Tuesday, July 30, 2013

Number personalities

In his collection, Zero, Scottish poet Brian McCabe raises questions about numerical classifications.  He begins "The Fifth Season" with "Everyone talks of the four / -- none speak of the fifth." Another poem, "The Seventh Sense, " moves from a similar beginning " . . . none speak of the seventh" into a dreamy apprehension of the magical possibilities of items not yet classified. The following selection from Zero, "Triskaidekaphobia," offers remedies for the fear of bad luck brought by 13. 

Friday, July 26, 2013

Another 17-word Haiku

If a poet uses only one-syllable words, the resulting Haiku is a bit longer than usual -- as in this Haiku in which the word lengths also follow an increase/decrease pattern, 1-2-3-4-5-6-7-8-9-8-7-6-5-4-3-2-1: 

I am the girl voice.
Drafts scribed -- thoughts stretched, smoothed, squared, sighed --
catch here now my I.

I have offered other 17-word Haiku in these postings -- 27 June 2013 and 16 July 2013 -- and the latter of these is my entry into the Haiku-to Mars contest.  To vote for that Haiku to be one of three sent to Mars by NASA on the Maven spacecraft next November, click here.  (Voting ends July 29.)

Wednesday, July 24, 2013

A poem with two numbers

My friend Carol Ann Heckman has studied with Denise Levertov and feeds voraciously on her work.  For many years I have loved Levertov's "The Secret" and today, rereading an email from Carol Ann, I went looking for a mathy poem by this beloved poet.  I found the following -- with two numbers (and a hint of recursion):

     The Mockingbird of Mockingbirds     by Denise Levertov

     A greyish bird
     the size perhaps of two plump sparrows,
     fallen in some field,
     soon flattened, a dry
     mess of feathers--
     and no one knows
     this was a prince among his kind,
     virtuoso of virtuosos,
     lord of a thousand songs,
     debonair, elaborate in invention, fantasist,
     rival of nightingales.

This poem rests on my bookshelf in Levertov's collection, Breathing the Water (New Directions, 1987).

Saturday, July 20, 2013

Poets at BRIDGES

These seven poets will be reading math-related poems at the upcoming (July 27-31) BRIDGES Conference in Enschede, the Netherlands; biographical information about the coordinator, Sarah Glaz, and each of the poets is available here.
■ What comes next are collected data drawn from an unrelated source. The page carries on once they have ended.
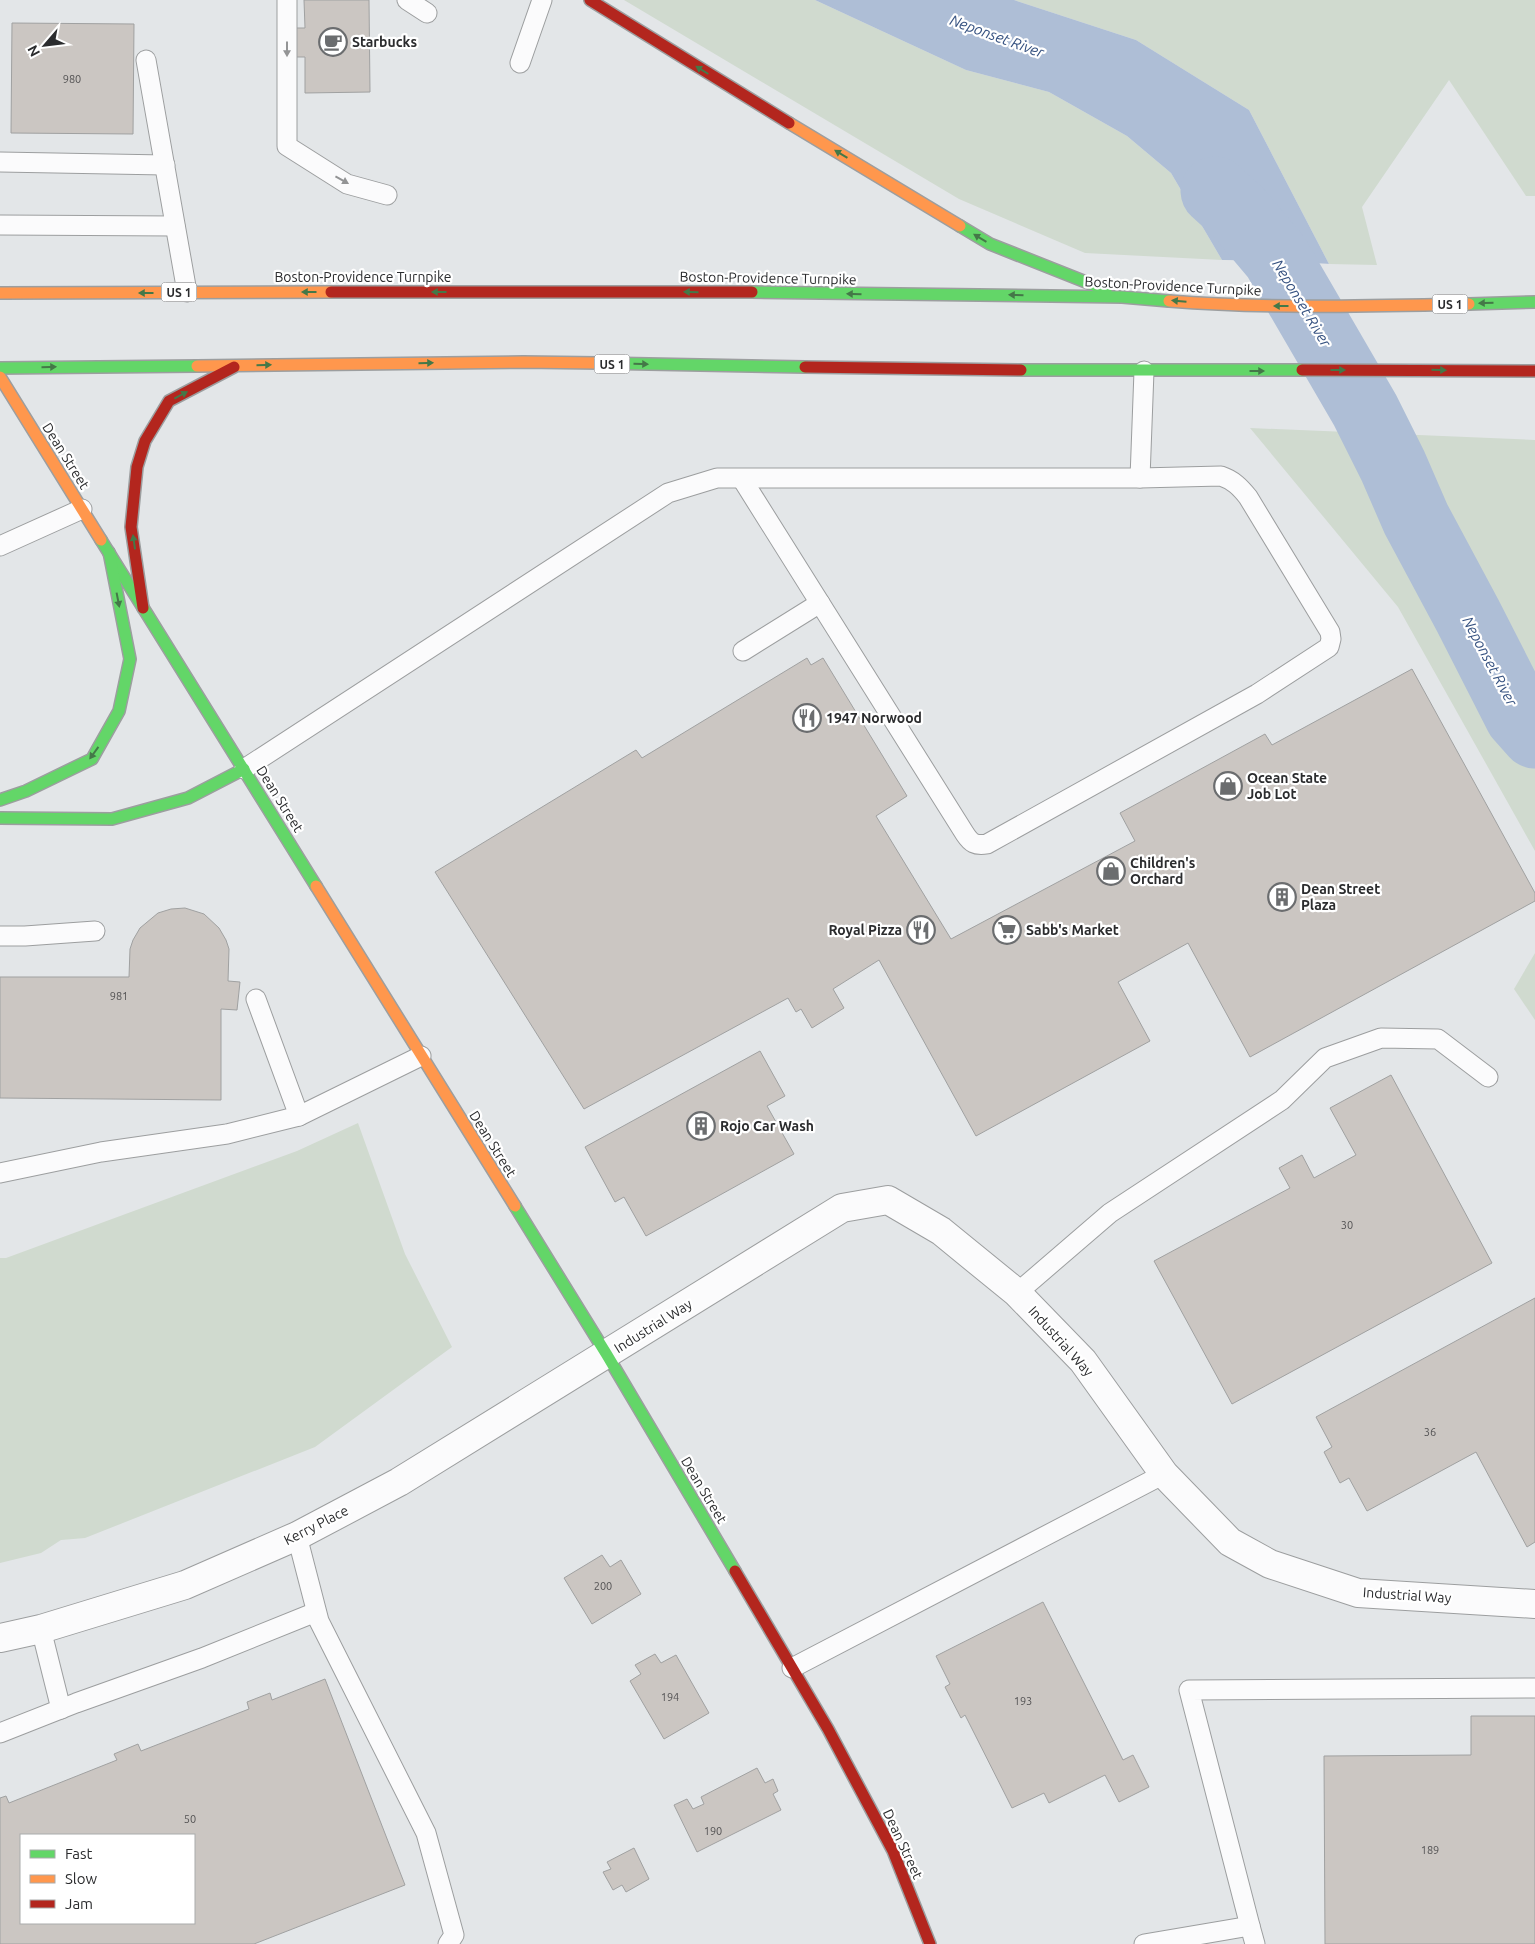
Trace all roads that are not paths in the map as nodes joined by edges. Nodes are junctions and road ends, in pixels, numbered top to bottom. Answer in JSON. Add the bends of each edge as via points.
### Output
{"nodes":[{"id":1,"x":287,"y":0,"type":"edge"},
{"id":2,"x":407,"y":0,"type":"edge"},
{"id":3,"x":542,"y":0,"type":"edge"},
{"id":4,"x":590,"y":0,"type":"edge"},
{"id":5,"x":427,"y":13,"type":"dead end"},
{"id":6,"x":146,"y":60,"type":"dead end"},
{"id":7,"x":520,"y":63,"type":"dead end"},
{"id":8,"x":0,"y":162,"type":"edge"},
{"id":9,"x":165,"y":165,"type":"junction"},
{"id":10,"x":386,"y":195,"type":"dead end"},
{"id":11,"x":0,"y":225,"type":"edge"},
{"id":12,"x":175,"y":226,"type":"junction"},
{"id":13,"x":187,"y":292,"type":"junction"},
{"id":14,"x":0,"y":293,"type":"edge"},
{"id":15,"x":1122,"y":297,"type":"junction"},
{"id":16,"x":1535,"y":302,"type":"edge"},
{"id":17,"x":238,"y":365,"type":"junction"},
{"id":18,"x":0,"y":368,"type":"edge"},
{"id":19,"x":1144,"y":370,"type":"junction"},
{"id":20,"x":1535,"y":372,"type":"edge"},
{"id":21,"x":0,"y":377,"type":"edge"},
{"id":22,"x":742,"y":478,"type":"junction"},
{"id":23,"x":1140,"y":478,"type":"junction"},
{"id":24,"x":82,"y":509,"type":"junction"},
{"id":25,"x":0,"y":546,"type":"edge"},
{"id":26,"x":108,"y":552,"type":"junction"},
{"id":27,"x":820,"y":603,"type":"junction"},
{"id":28,"x":143,"y":608,"type":"junction"},
{"id":29,"x":743,"y":651,"type":"dead end"},
{"id":30,"x":244,"y":769,"type":"junction"},
{"id":31,"x":0,"y":800,"type":"edge"},
{"id":32,"x":0,"y":818,"type":"edge"},
{"id":33,"x":95,"y":932,"type":"dead end"},
{"id":34,"x":0,"y":936,"type":"edge"},
{"id":35,"x":256,"y":999,"type":"dead end"},
{"id":36,"x":421,"y":1056,"type":"junction"},
{"id":37,"x":1488,"y":1077,"type":"dead end"},
{"id":38,"x":299,"y":1116,"type":"junction"},
{"id":39,"x":0,"y":1173,"type":"edge"},
{"id":40,"x":1017,"y":1293,"type":"junction"},
{"id":41,"x":607,"y":1355,"type":"junction"},
{"id":42,"x":1164,"y":1474,"type":"junction"},
{"id":43,"x":297,"y":1536,"type":"junction"},
{"id":44,"x":1535,"y":1604,"type":"edge"},
{"id":45,"x":316,"y":1612,"type":"junction"},
{"id":46,"x":41,"y":1628,"type":"junction"},
{"id":47,"x":0,"y":1638,"type":"edge"},
{"id":48,"x":792,"y":1668,"type":"junction"},
{"id":49,"x":1535,"y":1688,"type":"edge"},
{"id":50,"x":61,"y":1709,"type":"junction"},
{"id":51,"x":0,"y":1733,"type":"edge"},
{"id":52,"x":1250,"y":1926,"type":"junction"},
{"id":53,"x":448,"y":1944,"type":"edge"},
{"id":54,"x":930,"y":1944,"type":"edge"},
{"id":55,"x":1144,"y":1944,"type":"edge"},
{"id":56,"x":1255,"y":1944,"type":"edge"}],
"edges":[{"from":1,"to":10,"type":"lane","one_way":true,"via":[[287,146],[347,184]]},
{"from":2,"to":5,"type":"lane"},
{"from":3,"to":7,"type":"lane"},
{"from":15,"to":4,"type":"main road","one_way":true,"via":[[990,244]]},
{"from":6,"to":9,"type":"lane"},
{"from":8,"to":9,"type":"lane"},
{"from":9,"to":12,"type":"lane"},
{"from":11,"to":12,"type":"lane"},
{"from":12,"to":13,"type":"lane"},
{"from":13,"to":14,"type":"main road","name":"Boston-Providence Turnpike","number":"US 1","one_way":true},
{"from":15,"to":13,"type":"main road","name":"Boston-Providence Turnpike","number":"US 1","one_way":true,"via":[[662,291]]},
{"from":16,"to":15,"type":"main road","name":"Boston-Providence Turnpike","number":"US 1","one_way":true,"via":[[1229,306]]},
{"from":18,"to":17,"type":"main road","number":"US 1","one_way":true},
{"from":17,"to":19,"type":"main road","number":"US 1","one_way":true,"via":[[522,362]]},
{"from":28,"to":17,"type":"main road","one_way":true,"via":[[131,527],[137,468],[145,441],[169,401]]},
{"from":19,"to":20,"type":"main road","number":"US 1","one_way":true},
{"from":19,"to":23,"type":"lane"},
{"from":21,"to":24,"type":"main road","name":"Dean Street"},
{"from":22,"to":23,"type":"lane"},
{"from":22,"to":27,"type":"lane"},
{"from":22,"to":30,"type":"lane","via":[[717,478],[668,493]]},
{"from":23,"to":27,"type":"lane","via":[[1221,476],[1239,486],[1330,632],[1329,647],[1256,694],[986,844],[978,846],[964,834]]},
{"from":24,"to":25,"type":"lane"},
{"from":24,"to":26,"type":"main road","name":"Dean Street"},
{"from":26,"to":28,"type":"main road","name":"Dean Street"},
{"from":26,"to":31,"type":"main road","one_way":true,"via":[[130,659],[119,711],[92,759]]},
{"from":27,"to":29,"type":"lane"},
{"from":28,"to":30,"type":"main road","name":"Dean Street"},
{"from":30,"to":32,"type":"main road","via":[[188,798],[112,820]]},
{"from":30,"to":36,"type":"main road","name":"Dean Street"},
{"from":33,"to":34,"type":"lane"},
{"from":35,"to":38,"type":"lane"},
{"from":36,"to":38,"type":"lane"},
{"from":36,"to":41,"type":"main road","name":"Dean Street"},
{"from":37,"to":40,"type":"lane","via":[[1438,1039],[1381,1038],[1326,1058],[1282,1100],[1110,1213]]},
{"from":38,"to":39,"type":"lane","via":[[227,1134],[100,1152]]},
{"from":40,"to":41,"type":"street","name":"Industrial Way","via":[[941,1231],[888,1200],[842,1208]]},
{"from":40,"to":42,"type":"street","name":"Industrial Way","via":[[1083,1361]]},
{"from":41,"to":43,"type":"street","name":"Kerry Place","via":[[399,1482]]},
{"from":41,"to":48,"type":"main road","name":"Dean Street"},
{"from":42,"to":44,"type":"street","name":"Industrial Way","via":[[1230,1542],[1270,1564],[1358,1593]]},
{"from":42,"to":48,"type":"lane"},
{"from":43,"to":45,"type":"lane"},
{"from":43,"to":46,"type":"street","name":"Kerry Place","via":[[185,1585]]},
{"from":45,"to":50,"type":"lane"},
{"from":45,"to":53,"type":"lane","via":[[426,1833],[454,1935]]},
{"from":46,"to":47,"type":"street","name":"Kerry Place"},
{"from":46,"to":50,"type":"lane"},
{"from":48,"to":54,"type":"main road","name":"Dean Street","via":[[893,1851]]},
{"from":49,"to":52,"type":"lane","via":[[1189,1690]]},
{"from":50,"to":51,"type":"lane"},
{"from":52,"to":55,"type":"lane"},
{"from":52,"to":56,"type":"lane"}]}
With each poet's name I have offer a date that is linked to one of my postings of his/her work:         
          Michael Bartholomew-Biggs    19 October 2012
          Tatiana Bonch-Osmolovskaya   10 March 2013
          Carol Dorf   31 May 2011
          Sarah Glaz   7 November 2011
          Emily Grosholz  24 September 2010
          Alice Major   30 December 2012
          Eveline Pye 12 April 2012
Here (and also to be offered at BRIDGES) is an elegant and thoughtful poem by Alice Major  -- "For Mary, Turning Sixty" -- that compares mathematical meanings of terms with personal ones. 

Thursday, July 18, 2013

BRIDGES 2013 -- Math-Art in the Netherlands

Since 1998, Summer BRIDGES Conferences have been held -- enthusiastic gatherings where theater and visual art and music and poetry and mathematics engage participants in lively exchange.  This year's conference is July 27-31 in Enschede, the Netherlands, and mathematician-poet Sarah Glaz has organized an outstanding group of talented readers to share their poetry on Sunday, July 28.  Following the featured readers will be an open reading -- and interested readers are invited to email Glaz using the address found here
      One of  the scheduled readers on July 28 in Enschede is Scottish poet and statistician Eveline Pye; shown below is one of the poems she will read --  "Love of Algebra" : 

Tuesday, July 16, 2013

Haiku to Mars -- select and vote

     Each of us may now (July 15 - 29) vote for one of the thousands of Haiku submitted to NASA's "Haiku for Mars" contest. Three top vote-getters will be selected for transmission to our red planet. I invite you to vote (at this link) for my entry. My contest Haiku also is shown below; it follows a particular number scheme -- formed from one-syllable words with word-lengths following this pattern: 1-2-3-4-5-6-7-8-9-8-7-6-5-4-3-2-1.

I go for Mars, start
dreams -- flights straight, stretched, streamed, whirled bright.
Round bold red am I.

THANKS for your vote

Thursday, July 11, 2013

Counting on numbers

Alan Michael Parker's anthologized and highly regarded poem "Family Math" begins in the style of a typical word-problem from Algebra -- and continues with a weaving of the ways that numbers describe our lives.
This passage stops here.